If there is a boyfriend... I don't know what I will do. We are still married. This hurts so much. I live in the Chicago suburbs. Wrong neighborhood, mouth off, flash the wrong hand sign or too much cash and voila... taken out by a gang banger.
I want my wife... and many of her actions are blocking or indicate never.
Early morning sprawled across the hood of her fancy car, a knife on the ground where it fell from my hand and blood everywhere. She wouldn't care. I would have shared the pain and gained what? Eternal damnation?
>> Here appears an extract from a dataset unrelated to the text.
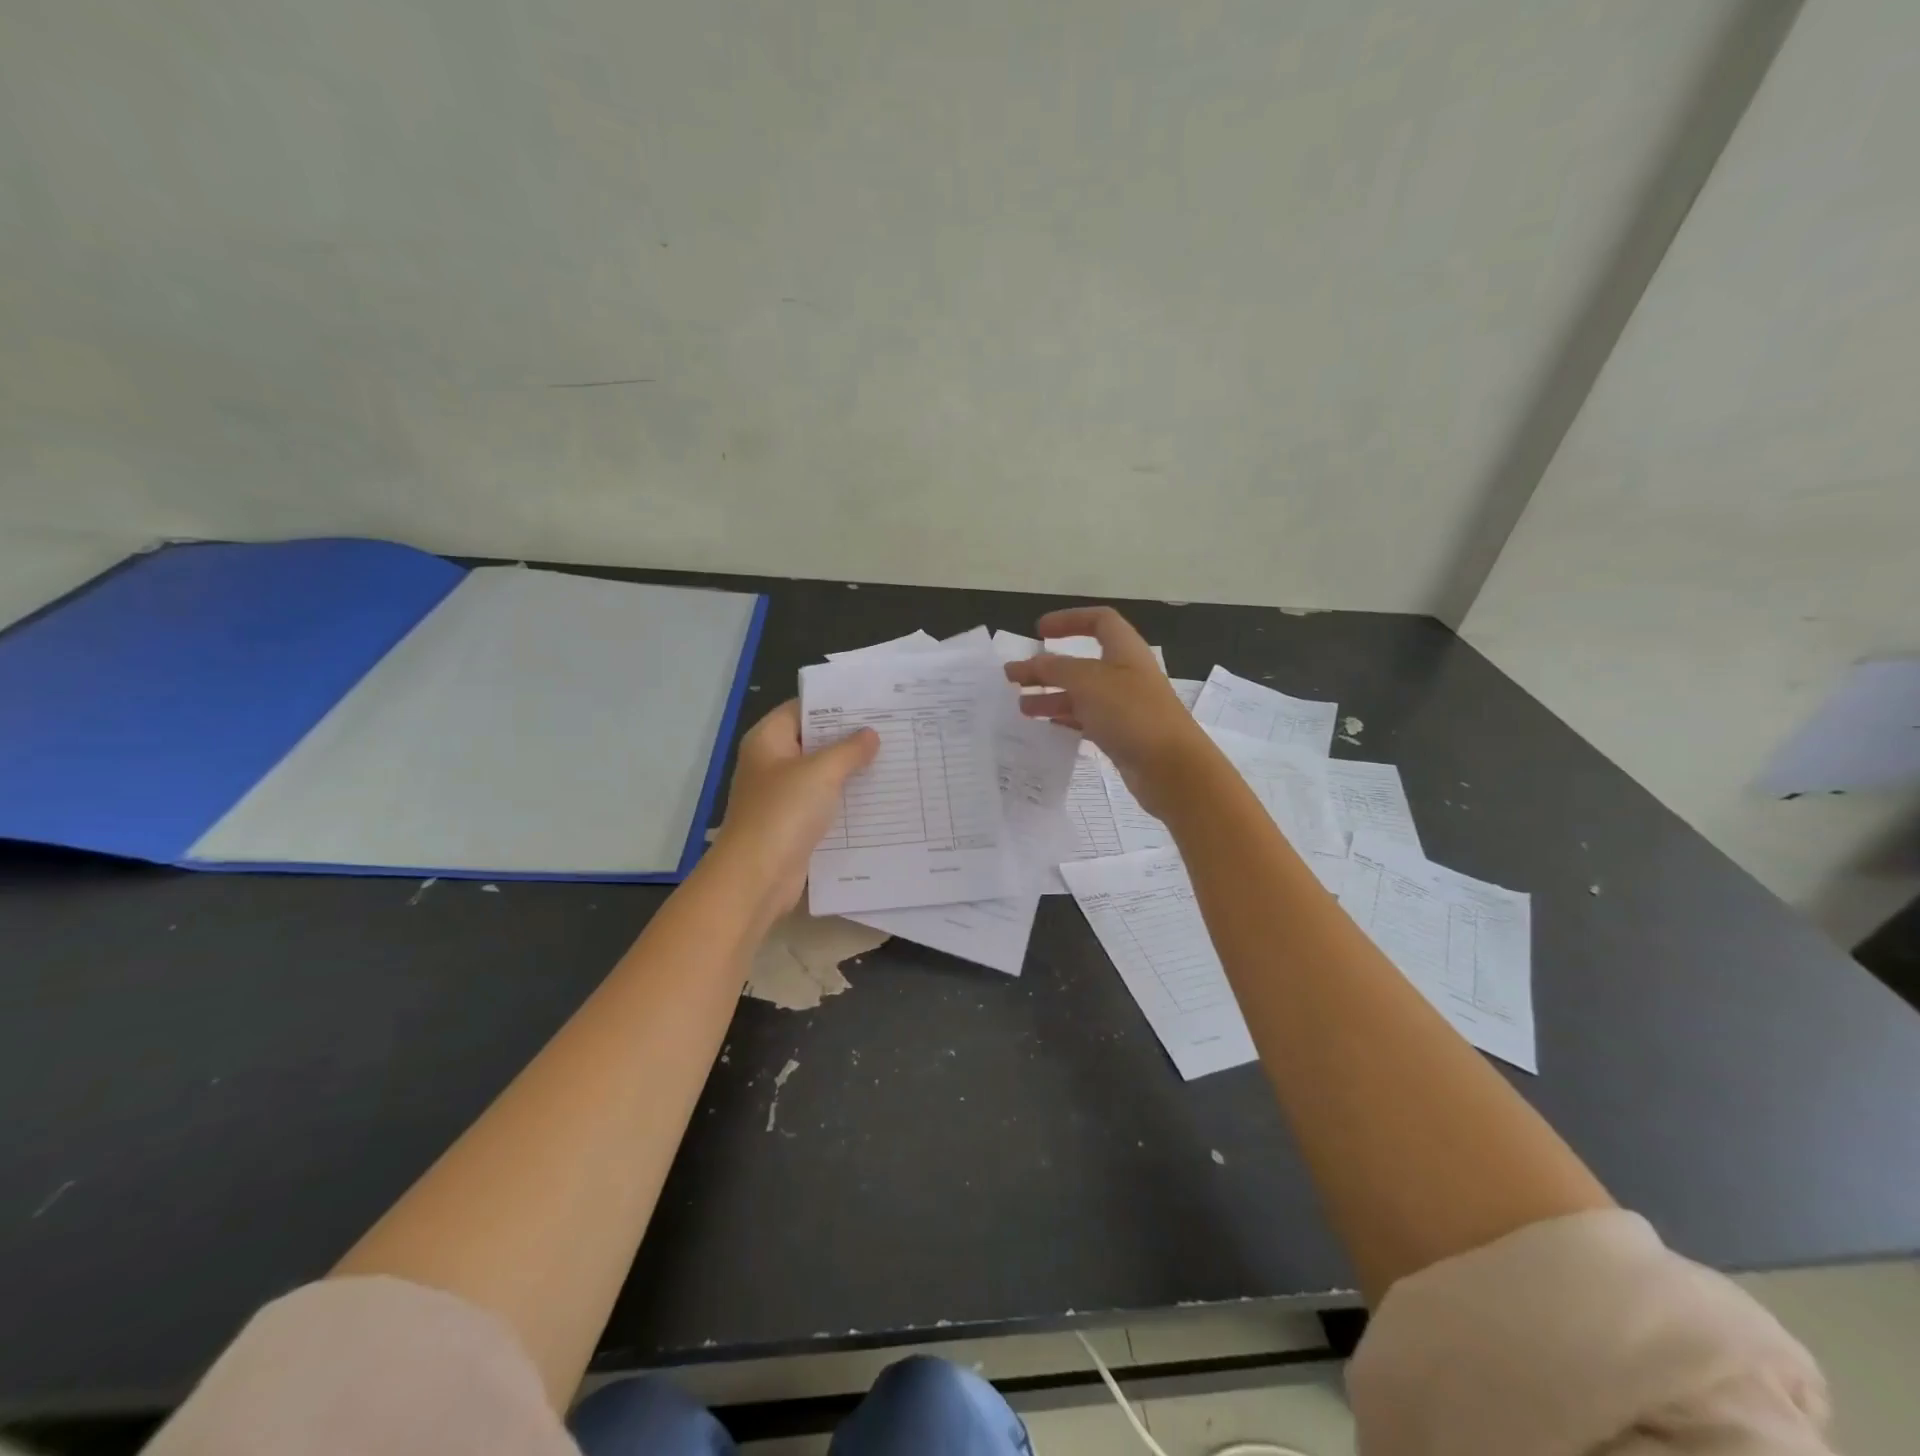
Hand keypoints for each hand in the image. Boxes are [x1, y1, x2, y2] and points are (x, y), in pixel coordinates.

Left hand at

What do I do about these thoughts? Keep them hidden, unvoiced or expressed to fester and grow, slowly poisoning my spirit? I want to be home, sleep in my bed, cook and eat in our kitchen. Except she is adamant about that. Wants me to sign the divorce papers before I can come back. Looks like I will be out until the court date. Maybe she will be held in contempt. Jail time? I don't want that for her, or for me. I feel so boxed in by all this.
Yeah, I messed up. I don't want to be that man. I want a fair chance. I want to love her and not smother her. No texts since I left last night. I want to though. I want my pain to be gone. I am in a hole and not only am I still digging the dirt is being shoveled back in on top of me. It feel like the court system is doing it. My friends say let her go. My family does too. My minister says stay strong. I'm not sure that sitting with Midnight (daughter's cat) Susan (daughter's dog) Bailey (used to be our dog) would help.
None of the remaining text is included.